In summary, hOA-DN30 possesses unique features when compared to anti-MET antibodies in clinical development. The molecule being monovalent is a pure antagonist. hOA-DN30 mechanism of action (i.e. MET shedding) is based on an initial proteolytic event, the MET cleavage, which prompts intracellular receptor destruction not dependent on receptor trafficking. This activity should be considered more robust and definitive compared with the receptor internalization induced by other MET inhibitory antibodies. In the case of internalization, the receptor can be recycled from the endosomes, while, in the case of shedding, the recovery of MET on the cell surface relies exclusively on new receptor synthesis. Thus, MET turn-over is rapid in the case of internalizing antibodies and, conversely, delayed in the case of hOA-DN30, assuring a longer-lasting effect. MET shedding not only removes MET from the cell surface but also intrinsically triggers other mechanisms able to block the activation of MET receptors that survived the cleavage. This occurs by releasing MET-ECDs in the microenvironment. The ‘decoy’ effect of MET-ECDs is multi-faceted, being effective on the side of ligand-independent MET-activation, by forming inactive receptor heterodimers, as well as on the side of ligand-dependent MET activation, sponging HGF. Notably, MET-ECDs represent the best option to neutralize the ligand, as they incorporate all the binding features included in the natural receptor.
From a pharmacological point of view, hOA-DN30 displays a considerably improved profile compared to its parental molecules (DN30mAb and MvDN30) [
76], not dissimilar from those reported for other therapeutic antibodies featuring the typical bivalent structure [
77]. Moreover, the one-arm structure of the molecule should not limit the duration of the therapeutic response, as no antibodies against the knob and hole regions have been detected, neither in monkeys nor in humans [
57]. The half-life and clearance values of hOA-DN30 indicate a low rate of antibody elimination from the systemic circulation. The volume of distribution measured in the monkey denotes a limited distribution in normal tissues, while the higher clearance rate in tumor-bearing mice compared to the healthy ones alludes to a promising accumulation of the antibody at the tumor site. Dose response and dose regimen experiments in mice suggest that hOA-DN30 can potentially operate with a wide therapeutic window.

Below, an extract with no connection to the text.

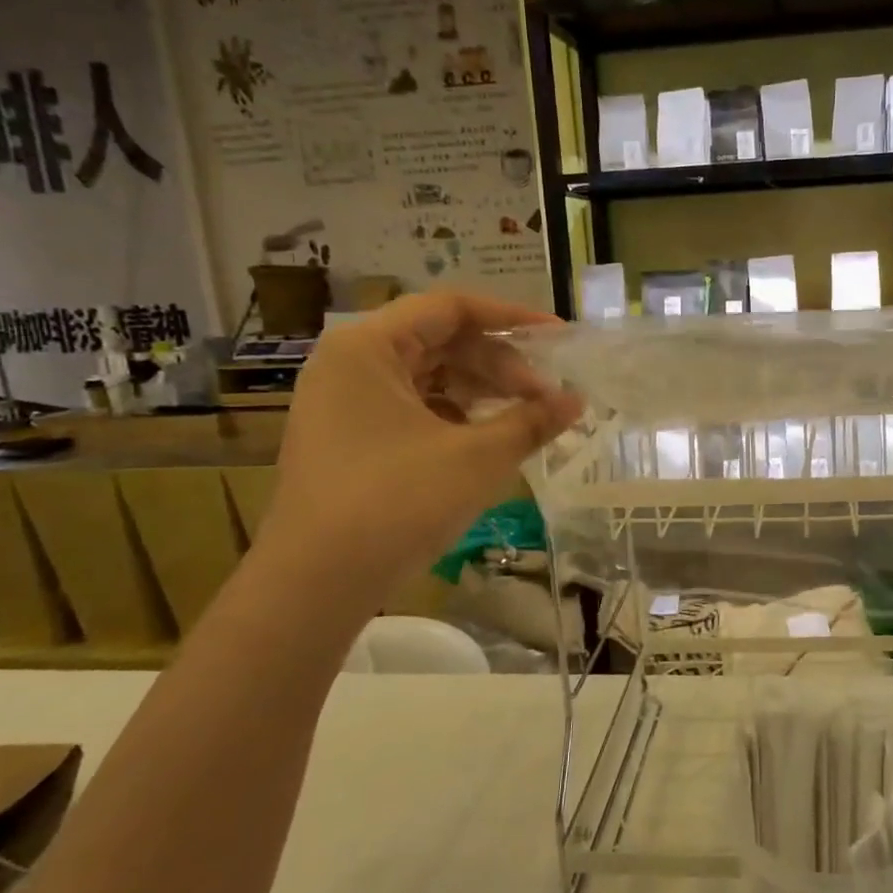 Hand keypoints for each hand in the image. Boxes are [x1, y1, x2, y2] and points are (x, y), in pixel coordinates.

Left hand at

From a toxicological point of view, the absence of adverse effects in the monkey at the highest dose tested (180 mg/kg) is extremely encouraging. The good tolerability of hOA-DN30 is in line with what was reported for other MET therapeutic antibodies in non-human primate preclinical models [
69,
71] and in clinical trials [
78‐
80] (Sym 015: Camidge R JCO 38 issue 15 suppl. ASCO 2020 abstract 9510). The only observed side effects were, in general, similar to those reported in patients treated with antibodies directed against other receptor tyrosine kinases, thus suggesting that MET targeting does not elicit major complications.